"El pozo". Siempre Onetti

Foto © Suhrkamp


Siempre tuve miedo de dormir antes que ella. Sin saber la causa. Aun adorándola, era algo así como dar la espalda al enemigo. No podía soportar la idea de dormirme y dejarla a ella en la sombra, lúcida, absolutamente libre y viva aún. Esperé a que se durmiera completamente acariciándola siempre, observando cómo el sueño se iba manifestando por estremecimientos repentinos de las rodillas y el nuevo olor extraño, a penas tenebroso de su aliento. Después apagué la luz y me di la vuelta esperando, abierto al torrente de imágenes, pero aquella noche no vino ninguna aventura para recompensarme el día. Debajo de mis párpados se repetía tercamente una imagen ya lejana.
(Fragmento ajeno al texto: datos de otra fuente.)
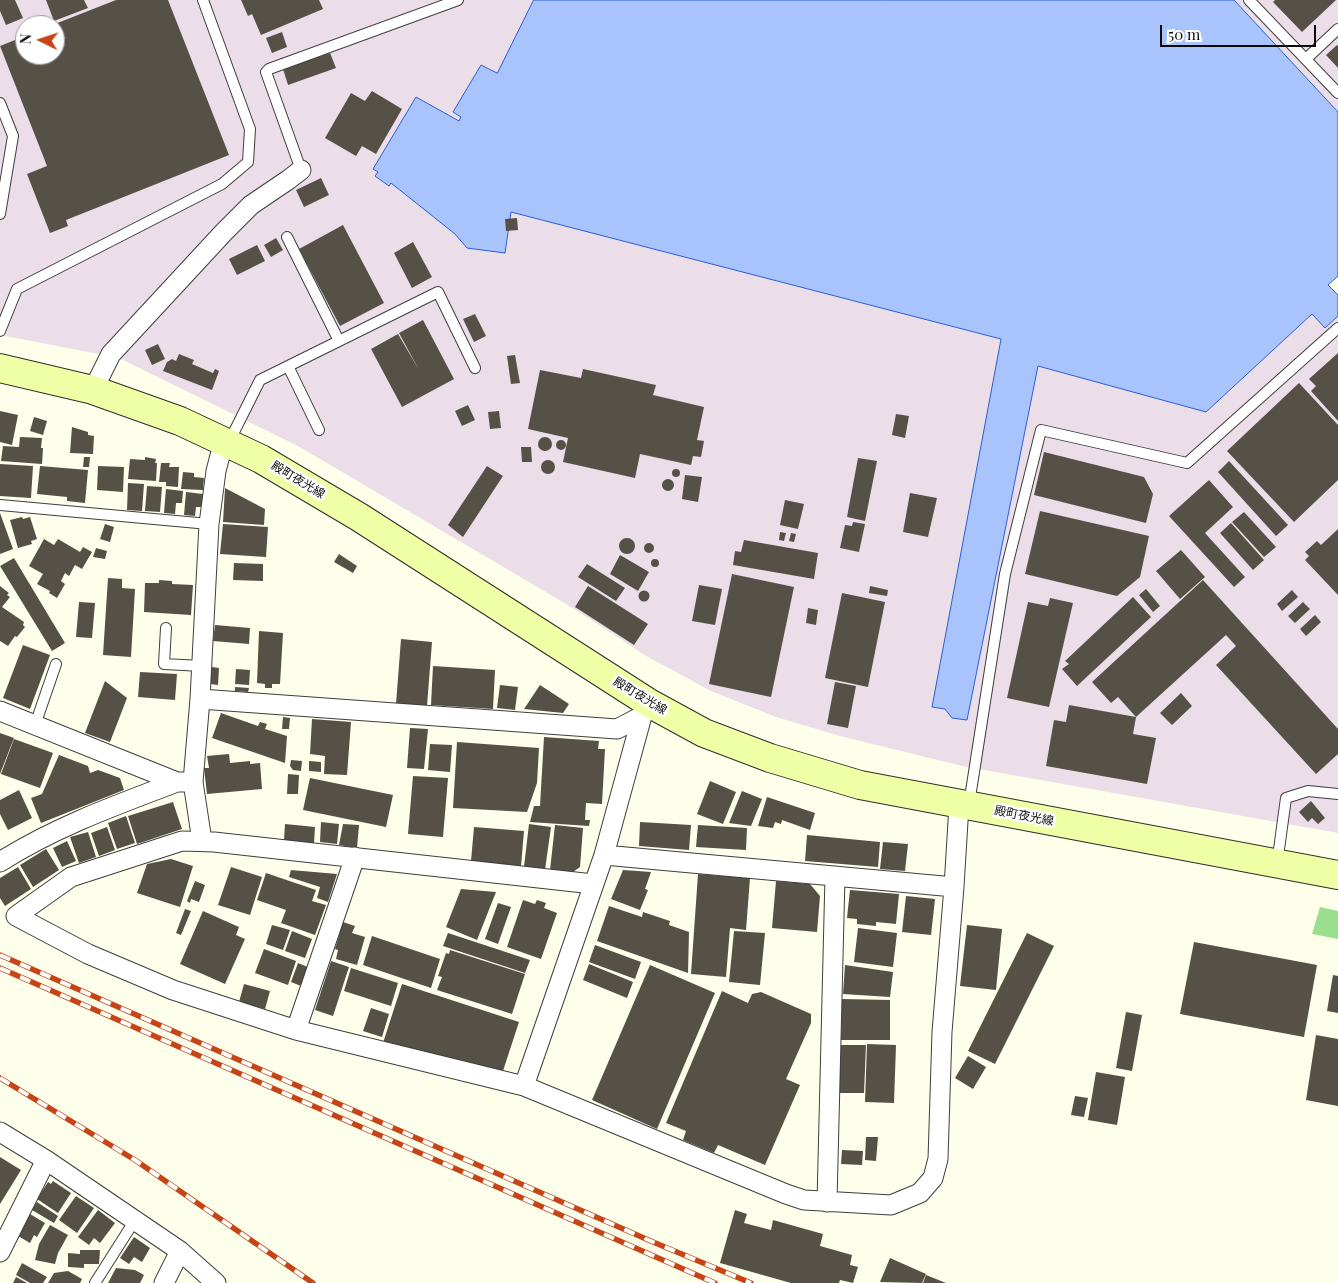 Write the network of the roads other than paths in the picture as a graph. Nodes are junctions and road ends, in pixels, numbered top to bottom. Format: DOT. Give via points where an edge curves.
graph roads {
  1 [pos="203,0"];
  2 [pos="458,0"];
  3 [pos="1250,0"];
  4 [pos="1338,28"];
  5 [pos="1306,59"];
  6 [pos="1338,93"];
  7 [pos="0,103"];
  8 [pos="301,170"];
  9 [pos="0,214"];
  10 [pos="287,237"];
  11 [pos="1338,328"];
  12 [pos="0,331"];
  13 [pos="339,341"];
  14 [pos="288,366"];
  15 [pos="0,368"];
  16 [pos="475,368"];
  17 [pos="93,390"];
  18 [pos="319,430"];
  19 [pos="226,442"];
  20 [pos="0,505"];
  21 [pos="209,524"];
  22 [pos="166,628"];
  23 [pos="56,664"];
  24 [pos="202,666"];
  25 [pos="200,699"];
  26 [pos="0,710"];
  27 [pos="646,710"];
  28 [pos="35,724"];
  29 [pos="185,782"];
  30 [pos="1338,794"];
  31 [pos="964,805"];
  32 [pos="202,841"];
  33 [pos="604,855"];
  34 [pos="354,857"];
  35 [pos="0,862"];
  36 [pos="1277,864"];
  37 [pos="1338,875"];
  38 [pos="835,876"];
  39 [pos="593,884"];
  40 [pos="954,887"];
  41 [pos="296,1030"];
  42 [pos="524,1086"];
  43 [pos="0,1132"];
  44 [pos="46,1160"];
  45 [pos="827,1202"];
  46 [pos="135,1220"];
  47 [pos="180,1251"];
  48 [pos="0,1252"];
  49 [pos="95,1283"];
  50 [pos="164,1283"];
  51 [pos="216,1283"];
  1 -- 12 [label="lane" via="250,130 248,162 222,184 17,288"];
  2 -- 8 [label="lane" via="266,72"];
  3 -- 5 [label="lane"];
  4 -- 5 [label="lane"];
  5 -- 6 [label="lane"];
  7 -- 9 [label="lane" via="13,136"];
  8 -- 17 [label="street" via="251,205 171,288 111,354"];
  10 -- 13 [label="lane"];
  11 -- 31 [label="lane" via="1187,463 1041,430 1005,574"];
  13 -- 14 [label="lane"];
  13 -- 16 [label="lane" via="438,292"];
  14 -- 18 [label="lane"];
  14 -- 19 [label="lane" via="260,380"];
  15 -- 17 [label="street, 殿町夜光線"];
  17 -- 19 [label="street, 殿町夜光線" via="180,421"];
  19 -- 21 [label="street" via="216,471"];
  19 -- 27 [label="street, 殿町夜光線" via="290,475"];
  20 -- 21 [label="lane"];
  21 -- 24 [label="street"];
  22 -- 24 [label="lane" via="164,664"];
  23 -- 28 [label="lane"];
  24 -- 25 [label="street"];
  25 -- 27 [label="street" via="617,729"];
  25 -- 29 [label="street"];
  26 -- 28 [label="street"];
  27 -- 31 [label="street, 殿町夜光線" via="770,758 860,785"];
  27 -- 33 [label="street"];
  28 -- 29 [label="street"];
  29 -- 32 [label="street"];
  29 -- 35 [label="street" via="72,823"];
  30 -- 36 [label="lane" via="1308,791 1286,798"];
  31 -- 36 [label="street, 殿町夜光線"];
  31 -- 40 [label="street"];
  32 -- 34 [label="street"];
  32 -- 41 [label="street" via="182,841 71,877 16,916 88,954 173,990"];
  33 -- 38 [label="street"];
  33 -- 39 [label="street"];
  34 -- 39 [label="street"];
  34 -- 41 [label="street"];
  36 -- 37 [label="street, 殿町夜光線"];
  38 -- 40 [label="street"];
  38 -- 45 [label="street"];
  39 -- 42 [label="street"];
  40 -- 45 [label="street" via="942,1032 938,1159 933,1178 920,1193 891,1205"];
  41 -- 42 [label="street"];
  42 -- 45 [label="street" via="786,1194"];
  43 -- 44 [label="street"];
  44 -- 46 [label="street"];
  44 -- 48 [label="street"];
  46 -- 47 [label="street"];
  46 -- 49 [label="lane"];
  47 -- 50 [label="street"];
  47 -- 51 [label="street"];
}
Era, precisamente, la rambla, a la altura de Eduardo Acevedo, una noche de verano antes de casarnos. Y yo la estaba esperando apoyado en la baranda, metido en la sombra que olía intensamente a mar. El viento la golpeaba en la pollera trabándole los pasos, haciéndola inclinarse apenas como un barco de vela que viniera hacia mí desde la noche. Entonces tuve aquella idea idiota. Como una obsesión. La desperté. Le dije que tenía que vestirse de blanco y acompañarme. Había una esperanza, una probabilidad de tender redes y atrapar el pasado. Yo no podía explicarle nada. Era necesario que ella fuera sin plan. No sabiendo para qué. Tampoco podía perder tiempo. La hora del milagro era aquella, en seguida. Todo esto era demasiado extraño y yo debía tener cara de loco. Se asustó y fuimos. Varias veces subió la calle y vino hacia mí con el vestido blanco donde el viento golpeaba haciéndola inclinarse. Pero allá arriba, en la calle empinada, su paso era distinto. Reposado y cauteloso, y la cara que acercaba al atravesar la rambla debajo del farol era seria y amarga. No había nada que hacer y nos volvimos.